▶ Work instruction:
When you give the entries again, keep every word as it stands and drop the pictures.

═════ Source material

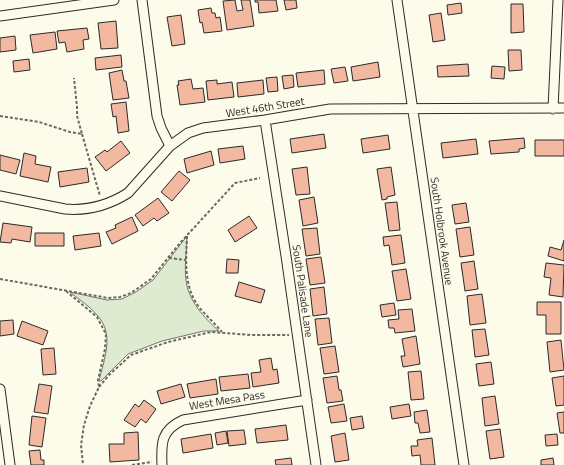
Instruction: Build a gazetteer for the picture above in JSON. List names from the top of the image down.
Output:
{
  "streets": {
    "street": [
      "West 46th Street",
      "South Holbrook Avenue",
      "South Palisade Lane",
      "West Mesa Pass"
    ]
  },
  "crossings": [
    ["West 46th Street", "South Holbrook Avenue"],
    ["West 46th Street", "South Palisade Lane"],
    ["South Palisade Lane", "West Mesa Pass"]
  ]
}
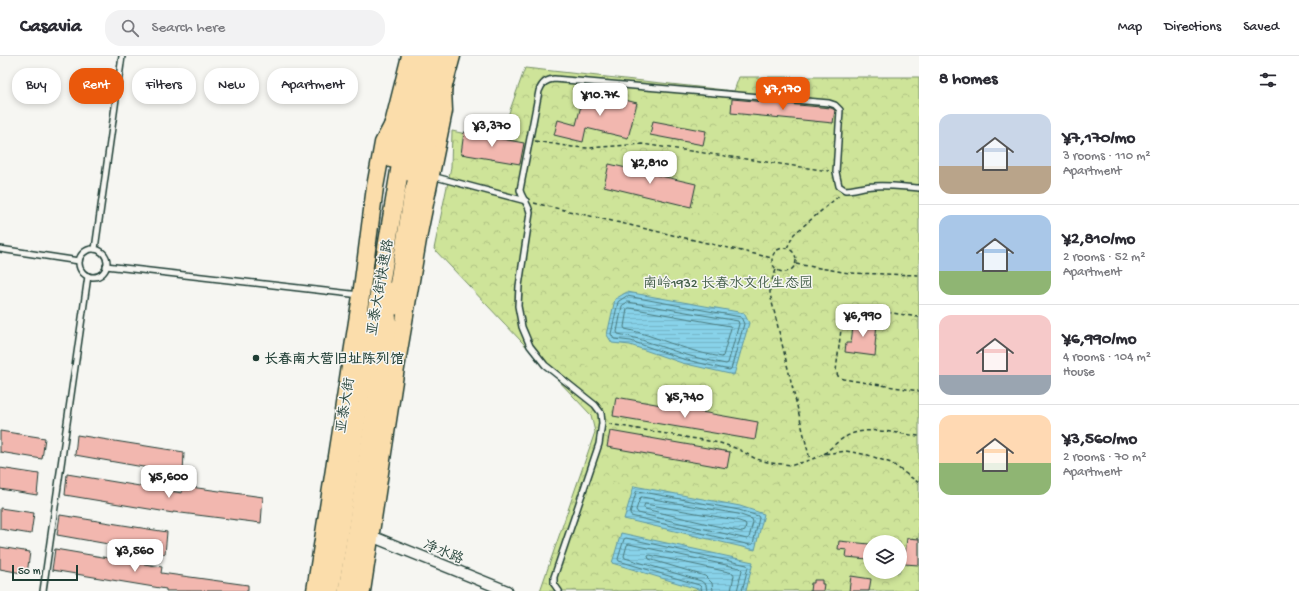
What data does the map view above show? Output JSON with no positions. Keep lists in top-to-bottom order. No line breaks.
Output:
{"streets":{"highway":["亚泰大街快速路"],"main road":["亚泰大街"],"street":["净水路"]},"parks":["南岭1932 长春水文化生态园"],"places":["长春南大营旧址陈列馆"],"scale_bar":"50 m","page":{"header":"Casavia","search":"Search here","nav":["Map","Directions","Saved"],"heading":"8 homes","chip":["Buy","Rent","Filters","New","Apartment"],"price":["¥7,170","¥10.7K","¥3,370","¥2,810","¥6,990","¥5,740","¥5,600","¥3,560"],"list":[{"name":"¥7,170/mo","note":"3 rooms · 110 m² · Apartment"},{"name":"¥2,810/mo","note":"2 rooms · 52 m² · Apartment"},{"name":"¥6,990/mo","note":"4 rooms · 104 m² · House"},{"name":"¥3,560/mo","note":"2 rooms · 70 m² · Apartment"}],"scale":"50 m"}}
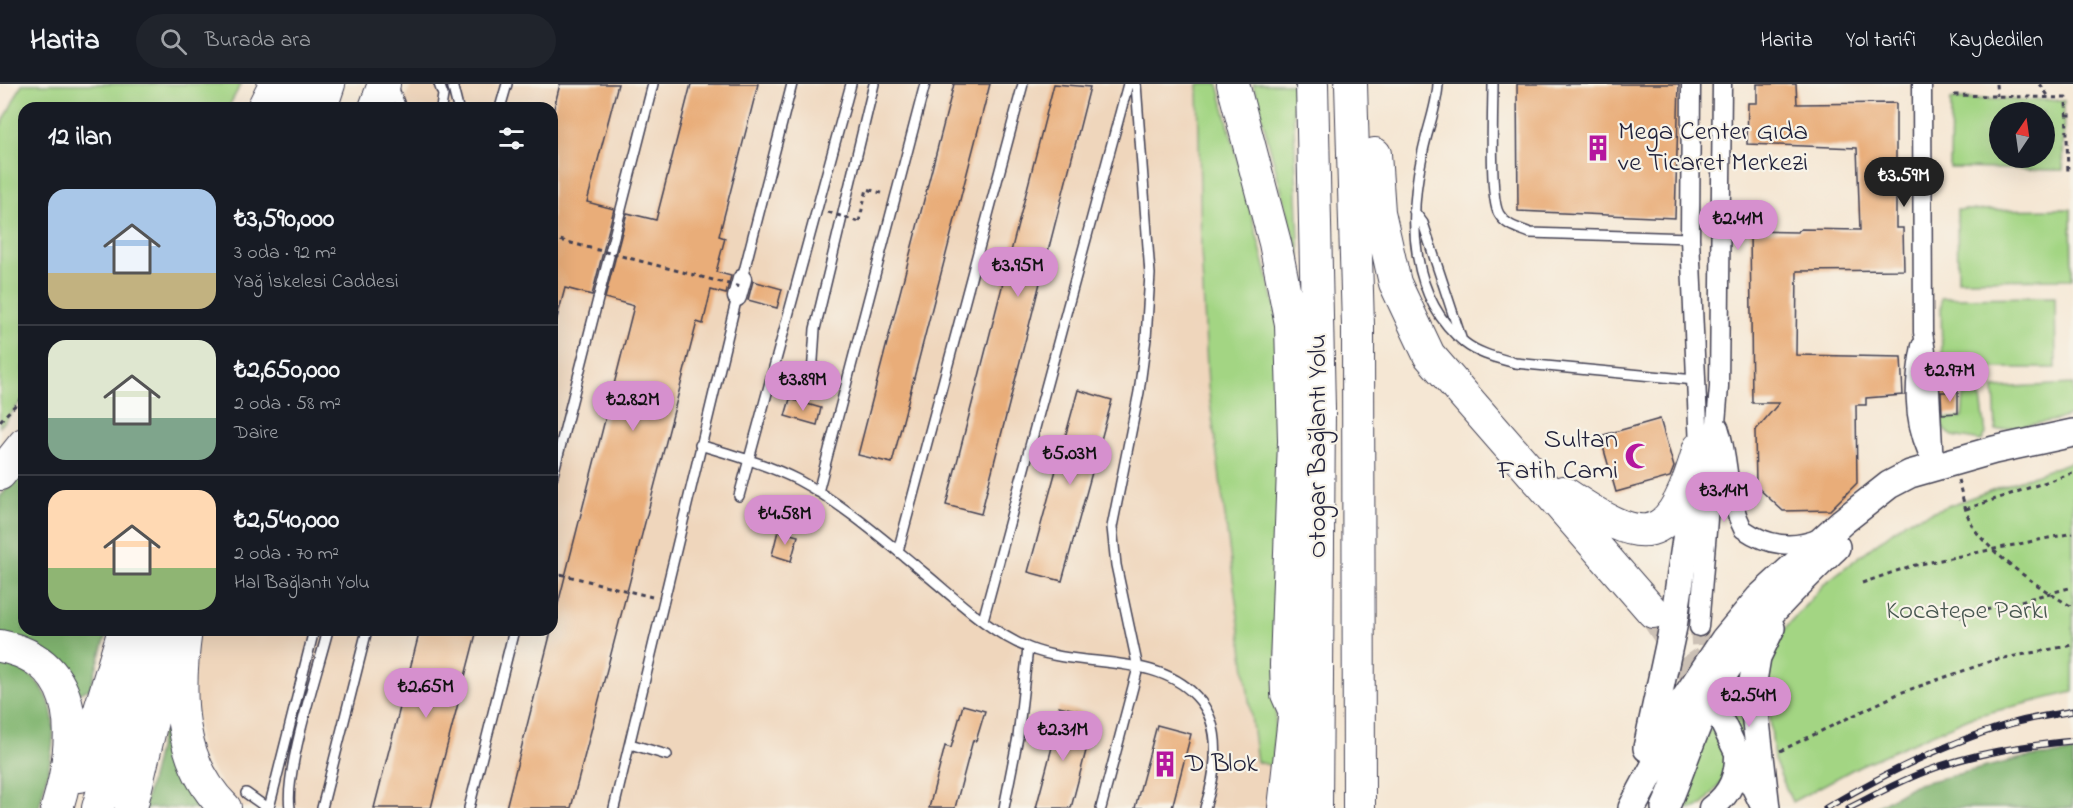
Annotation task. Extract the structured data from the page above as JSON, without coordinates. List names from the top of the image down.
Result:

══════════

▶ Exercise response:
Instruction: Build a gazetteer for the picture above in JSON. List names from the top of the image down.
Output:
{
  "streets": {
    "street": [
      "West 46th Street",
      "South Holbrook Avenue",
      "South Palisade Lane",
      "West Mesa Pass"
    ]
  },
  "crossings": [
    ["West 46th Street", "South Holbrook Avenue"],
    ["West 46th Street", "South Palisade Lane"],
    ["South Palisade Lane", "West Mesa Pass"]
  ]
}
What data does the map view above show? Output JSON with no positions. Keep lists in top-to-bottom order. No line breaks.
Output:
{"streets":{"highway":["亚泰大街快速路"],"main road":["亚泰大街"],"street":["净水路"]},"parks":["南岭1932 长春水文化生态园"],"places":["长春南大营旧址陈列馆"],"scale_bar":"50 m","page":{"header":"Casavia","search":"Search here","nav":["Map","Directions","Saved"],"heading":"8 homes","chip":["Buy","Rent","Filters","New","Apartment"],"price":["¥7,170","¥10.7K","¥3,370","¥2,810","¥6,990","¥5,740","¥5,600","¥3,560"],"list":[{"name":"¥7,170/mo","note":"3 rooms · 110 m² · Apartment"},{"name":"¥2,810/mo","note":"2 rooms · 52 m² · Apartment"},{"name":"¥6,990/mo","note":"4 rooms · 104 m² · House"},{"name":"¥3,560/mo","note":"2 rooms · 70 m² · Apartment"}],"scale":"50 m"}}
Annotation task. Extract the structured data from the page above as JSON, without coordinates. List names from the top of the image down.
Result:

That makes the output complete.